━━ Given information ━━
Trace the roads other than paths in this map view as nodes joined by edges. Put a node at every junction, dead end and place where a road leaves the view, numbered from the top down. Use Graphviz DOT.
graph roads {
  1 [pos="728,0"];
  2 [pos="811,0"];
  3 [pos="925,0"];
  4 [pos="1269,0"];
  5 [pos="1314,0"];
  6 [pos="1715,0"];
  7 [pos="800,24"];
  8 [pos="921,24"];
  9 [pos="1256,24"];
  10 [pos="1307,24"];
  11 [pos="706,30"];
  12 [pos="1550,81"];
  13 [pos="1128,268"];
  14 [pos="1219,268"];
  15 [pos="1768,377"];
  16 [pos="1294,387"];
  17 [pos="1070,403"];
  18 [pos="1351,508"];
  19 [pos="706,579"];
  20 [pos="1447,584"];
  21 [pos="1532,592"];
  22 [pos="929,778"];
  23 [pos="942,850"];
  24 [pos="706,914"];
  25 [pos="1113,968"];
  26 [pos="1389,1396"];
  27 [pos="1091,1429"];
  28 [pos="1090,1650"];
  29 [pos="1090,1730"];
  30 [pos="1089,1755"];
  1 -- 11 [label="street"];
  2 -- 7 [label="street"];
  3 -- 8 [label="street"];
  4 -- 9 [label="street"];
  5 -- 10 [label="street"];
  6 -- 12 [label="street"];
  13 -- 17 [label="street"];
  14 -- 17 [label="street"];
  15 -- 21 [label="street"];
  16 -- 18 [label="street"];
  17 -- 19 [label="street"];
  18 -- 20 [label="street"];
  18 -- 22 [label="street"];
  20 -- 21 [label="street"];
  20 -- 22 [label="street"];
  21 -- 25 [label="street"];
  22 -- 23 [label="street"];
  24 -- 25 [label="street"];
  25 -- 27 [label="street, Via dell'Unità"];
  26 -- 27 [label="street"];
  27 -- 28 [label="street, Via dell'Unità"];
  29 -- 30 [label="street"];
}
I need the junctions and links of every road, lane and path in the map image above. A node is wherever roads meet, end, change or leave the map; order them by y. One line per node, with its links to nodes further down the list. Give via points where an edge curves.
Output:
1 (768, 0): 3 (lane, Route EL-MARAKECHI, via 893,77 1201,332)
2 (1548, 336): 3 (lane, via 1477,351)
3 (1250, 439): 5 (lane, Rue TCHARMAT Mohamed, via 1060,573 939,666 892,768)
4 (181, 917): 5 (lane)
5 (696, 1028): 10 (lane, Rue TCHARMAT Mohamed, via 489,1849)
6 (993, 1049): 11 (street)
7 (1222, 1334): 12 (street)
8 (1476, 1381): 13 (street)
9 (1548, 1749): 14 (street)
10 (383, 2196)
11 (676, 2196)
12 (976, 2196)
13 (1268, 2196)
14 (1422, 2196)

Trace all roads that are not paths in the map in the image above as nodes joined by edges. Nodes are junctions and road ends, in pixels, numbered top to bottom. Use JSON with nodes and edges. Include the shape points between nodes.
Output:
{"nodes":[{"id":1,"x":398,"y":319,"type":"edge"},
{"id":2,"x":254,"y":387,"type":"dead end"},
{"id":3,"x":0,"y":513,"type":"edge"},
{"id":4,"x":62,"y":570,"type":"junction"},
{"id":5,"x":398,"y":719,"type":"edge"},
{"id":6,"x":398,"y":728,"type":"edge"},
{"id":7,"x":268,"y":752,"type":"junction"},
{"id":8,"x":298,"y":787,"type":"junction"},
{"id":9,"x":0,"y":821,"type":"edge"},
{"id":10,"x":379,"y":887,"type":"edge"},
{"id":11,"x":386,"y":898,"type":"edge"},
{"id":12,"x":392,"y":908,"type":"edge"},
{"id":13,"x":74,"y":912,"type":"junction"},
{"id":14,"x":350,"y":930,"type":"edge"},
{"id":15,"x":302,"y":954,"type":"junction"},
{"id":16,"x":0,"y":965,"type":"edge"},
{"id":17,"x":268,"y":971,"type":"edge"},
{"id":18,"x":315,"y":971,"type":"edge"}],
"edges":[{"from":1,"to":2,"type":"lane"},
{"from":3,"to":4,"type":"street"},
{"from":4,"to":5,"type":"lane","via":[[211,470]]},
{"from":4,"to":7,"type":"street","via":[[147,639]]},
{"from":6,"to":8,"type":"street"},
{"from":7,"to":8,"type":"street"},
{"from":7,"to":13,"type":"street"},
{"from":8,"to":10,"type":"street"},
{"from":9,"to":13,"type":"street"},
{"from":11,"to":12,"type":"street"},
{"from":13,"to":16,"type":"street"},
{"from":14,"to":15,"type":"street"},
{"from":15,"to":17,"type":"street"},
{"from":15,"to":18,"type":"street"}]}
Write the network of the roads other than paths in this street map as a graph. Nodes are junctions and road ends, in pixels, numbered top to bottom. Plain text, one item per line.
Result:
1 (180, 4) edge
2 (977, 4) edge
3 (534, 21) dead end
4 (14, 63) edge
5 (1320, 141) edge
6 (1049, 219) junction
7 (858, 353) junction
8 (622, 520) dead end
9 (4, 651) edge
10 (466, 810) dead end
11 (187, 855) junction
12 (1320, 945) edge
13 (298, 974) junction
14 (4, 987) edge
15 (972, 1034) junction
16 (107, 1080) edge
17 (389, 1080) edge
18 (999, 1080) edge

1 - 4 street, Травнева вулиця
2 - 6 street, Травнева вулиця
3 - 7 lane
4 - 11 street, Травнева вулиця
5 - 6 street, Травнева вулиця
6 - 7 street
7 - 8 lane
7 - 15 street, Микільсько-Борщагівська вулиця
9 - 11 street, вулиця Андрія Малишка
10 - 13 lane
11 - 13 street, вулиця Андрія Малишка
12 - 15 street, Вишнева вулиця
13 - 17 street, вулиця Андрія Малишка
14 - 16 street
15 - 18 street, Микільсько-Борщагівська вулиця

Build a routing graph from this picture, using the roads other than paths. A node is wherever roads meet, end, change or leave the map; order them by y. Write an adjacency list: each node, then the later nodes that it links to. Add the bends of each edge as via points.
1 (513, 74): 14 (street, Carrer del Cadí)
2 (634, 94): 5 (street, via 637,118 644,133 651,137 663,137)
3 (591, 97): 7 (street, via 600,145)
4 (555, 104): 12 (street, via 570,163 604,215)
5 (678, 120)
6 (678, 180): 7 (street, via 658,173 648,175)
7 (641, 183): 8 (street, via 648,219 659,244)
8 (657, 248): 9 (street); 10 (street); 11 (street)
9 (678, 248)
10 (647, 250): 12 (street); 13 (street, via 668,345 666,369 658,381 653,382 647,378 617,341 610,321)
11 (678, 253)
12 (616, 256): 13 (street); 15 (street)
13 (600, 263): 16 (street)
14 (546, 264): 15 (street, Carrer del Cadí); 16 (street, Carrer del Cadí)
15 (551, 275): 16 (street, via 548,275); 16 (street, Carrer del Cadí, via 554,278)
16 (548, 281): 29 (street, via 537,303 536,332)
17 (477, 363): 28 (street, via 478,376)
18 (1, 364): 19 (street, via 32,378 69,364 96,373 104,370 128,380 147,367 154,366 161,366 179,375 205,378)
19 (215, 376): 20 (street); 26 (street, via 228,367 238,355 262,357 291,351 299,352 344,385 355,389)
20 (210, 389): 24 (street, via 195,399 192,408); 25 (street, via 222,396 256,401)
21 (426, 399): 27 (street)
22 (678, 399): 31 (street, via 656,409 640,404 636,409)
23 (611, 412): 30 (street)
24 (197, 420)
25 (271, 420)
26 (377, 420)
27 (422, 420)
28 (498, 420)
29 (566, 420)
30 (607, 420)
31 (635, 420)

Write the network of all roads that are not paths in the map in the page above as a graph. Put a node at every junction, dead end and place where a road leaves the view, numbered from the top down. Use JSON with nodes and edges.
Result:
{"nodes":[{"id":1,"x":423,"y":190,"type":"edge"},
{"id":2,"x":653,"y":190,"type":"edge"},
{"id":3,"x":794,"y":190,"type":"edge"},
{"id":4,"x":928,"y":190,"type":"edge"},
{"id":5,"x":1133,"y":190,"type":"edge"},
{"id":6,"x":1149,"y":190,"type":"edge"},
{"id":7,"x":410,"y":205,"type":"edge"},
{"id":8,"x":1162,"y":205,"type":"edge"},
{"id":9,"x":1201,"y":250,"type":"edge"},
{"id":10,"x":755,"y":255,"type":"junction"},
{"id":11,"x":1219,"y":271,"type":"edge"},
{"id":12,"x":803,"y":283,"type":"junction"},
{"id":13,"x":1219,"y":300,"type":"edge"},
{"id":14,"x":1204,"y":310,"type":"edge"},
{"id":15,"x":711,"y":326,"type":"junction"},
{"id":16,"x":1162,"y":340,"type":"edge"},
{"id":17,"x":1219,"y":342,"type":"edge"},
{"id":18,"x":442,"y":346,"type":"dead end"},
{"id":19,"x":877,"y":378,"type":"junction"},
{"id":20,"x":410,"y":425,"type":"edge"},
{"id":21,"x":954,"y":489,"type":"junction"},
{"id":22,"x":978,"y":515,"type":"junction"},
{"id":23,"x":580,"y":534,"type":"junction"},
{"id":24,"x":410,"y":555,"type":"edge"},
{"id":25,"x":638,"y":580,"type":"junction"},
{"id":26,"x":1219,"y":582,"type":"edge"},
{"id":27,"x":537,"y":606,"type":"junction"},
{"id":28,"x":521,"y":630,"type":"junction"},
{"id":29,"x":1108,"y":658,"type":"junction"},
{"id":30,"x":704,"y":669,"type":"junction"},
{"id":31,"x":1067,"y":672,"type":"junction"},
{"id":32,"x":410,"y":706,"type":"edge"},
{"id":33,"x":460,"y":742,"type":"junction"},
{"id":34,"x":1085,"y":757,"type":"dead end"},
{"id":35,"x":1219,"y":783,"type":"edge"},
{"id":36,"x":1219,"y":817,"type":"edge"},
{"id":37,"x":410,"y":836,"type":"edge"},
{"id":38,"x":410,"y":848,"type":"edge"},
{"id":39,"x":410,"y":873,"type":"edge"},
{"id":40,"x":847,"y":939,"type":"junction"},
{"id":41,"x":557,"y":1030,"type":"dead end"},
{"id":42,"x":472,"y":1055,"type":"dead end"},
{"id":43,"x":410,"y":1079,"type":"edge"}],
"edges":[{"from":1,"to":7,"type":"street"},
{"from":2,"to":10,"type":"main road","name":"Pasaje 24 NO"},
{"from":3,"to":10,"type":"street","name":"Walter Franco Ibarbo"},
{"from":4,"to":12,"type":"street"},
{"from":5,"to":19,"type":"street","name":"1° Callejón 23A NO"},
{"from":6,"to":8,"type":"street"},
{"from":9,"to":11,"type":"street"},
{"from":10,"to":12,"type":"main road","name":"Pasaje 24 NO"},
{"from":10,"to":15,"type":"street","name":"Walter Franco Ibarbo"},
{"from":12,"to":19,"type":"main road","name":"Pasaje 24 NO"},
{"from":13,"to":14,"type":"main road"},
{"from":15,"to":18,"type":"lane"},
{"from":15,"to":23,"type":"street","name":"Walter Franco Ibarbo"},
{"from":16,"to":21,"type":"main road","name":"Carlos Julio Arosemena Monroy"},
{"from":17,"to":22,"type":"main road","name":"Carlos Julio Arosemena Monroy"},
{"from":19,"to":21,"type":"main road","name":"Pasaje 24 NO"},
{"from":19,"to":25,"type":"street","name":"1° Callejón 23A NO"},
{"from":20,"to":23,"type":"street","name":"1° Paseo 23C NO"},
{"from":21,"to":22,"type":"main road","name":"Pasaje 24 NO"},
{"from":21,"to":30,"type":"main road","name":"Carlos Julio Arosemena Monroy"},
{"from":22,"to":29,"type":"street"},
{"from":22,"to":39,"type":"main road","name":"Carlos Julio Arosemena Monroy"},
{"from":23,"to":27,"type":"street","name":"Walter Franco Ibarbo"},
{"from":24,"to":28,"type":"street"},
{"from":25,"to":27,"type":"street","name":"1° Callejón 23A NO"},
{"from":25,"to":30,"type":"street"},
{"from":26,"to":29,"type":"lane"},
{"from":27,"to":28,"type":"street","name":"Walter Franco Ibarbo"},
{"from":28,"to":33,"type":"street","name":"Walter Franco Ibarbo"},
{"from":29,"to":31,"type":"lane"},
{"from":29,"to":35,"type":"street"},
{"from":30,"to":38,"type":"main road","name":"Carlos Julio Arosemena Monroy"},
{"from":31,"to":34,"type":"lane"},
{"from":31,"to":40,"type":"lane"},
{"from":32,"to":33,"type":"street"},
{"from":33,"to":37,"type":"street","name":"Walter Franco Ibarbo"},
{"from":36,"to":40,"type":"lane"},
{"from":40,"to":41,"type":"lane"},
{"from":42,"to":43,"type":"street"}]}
━━━
Task objective: The lines from the first of the entries through the line holding "I need the junctions" are to be restated word for word, and no others.

Solution to the exercise:
Trace the roads other than paths in this map view as nodes joined by edges. Put a node at every junction, dead end and place where a road leaves the view, numbered from the top down. Use Graphviz DOT.
graph roads {
  1 [pos="728,0"];
  2 [pos="811,0"];
  3 [pos="925,0"];
  4 [pos="1269,0"];
  5 [pos="1314,0"];
  6 [pos="1715,0"];
  7 [pos="800,24"];
  8 [pos="921,24"];
  9 [pos="1256,24"];
  10 [pos="1307,24"];
  11 [pos="706,30"];
  12 [pos="1550,81"];
  13 [pos="1128,268"];
  14 [pos="1219,268"];
  15 [pos="1768,377"];
  16 [pos="1294,387"];
  17 [pos="1070,403"];
  18 [pos="1351,508"];
  19 [pos="706,579"];
  20 [pos="1447,584"];
  21 [pos="1532,592"];
  22 [pos="929,778"];
  23 [pos="942,850"];
  24 [pos="706,914"];
  25 [pos="1113,968"];
  26 [pos="1389,1396"];
  27 [pos="1091,1429"];
  28 [pos="1090,1650"];
  29 [pos="1090,1730"];
  30 [pos="1089,1755"];
  1 -- 11 [label="street"];
  2 -- 7 [label="street"];
  3 -- 8 [label="street"];
  4 -- 9 [label="street"];
  5 -- 10 [label="street"];
  6 -- 12 [label="street"];
  13 -- 17 [label="street"];
  14 -- 17 [label="street"];
  15 -- 21 [label="street"];
  16 -- 18 [label="street"];
  17 -- 19 [label="street"];
  18 -- 20 [label="street"];
  18 -- 22 [label="street"];
  20 -- 21 [label="street"];
  20 -- 22 [label="street"];
  21 -- 25 [label="street"];
  22 -- 23 [label="street"];
  24 -- 25 [label="street"];
  25 -- 27 [label="street, Via dell'Unità"];
  26 -- 27 [label="street"];
  27 -- 28 [label="street, Via dell'Unità"];
  29 -- 30 [label="street"];
}
I need the junctions and links of every road, lane and path in the map image above. A node is wherever roads meet, end, change or leave the map; order them by y. One line per node, with its links to nodes further down the list. Give via points where an edge curves.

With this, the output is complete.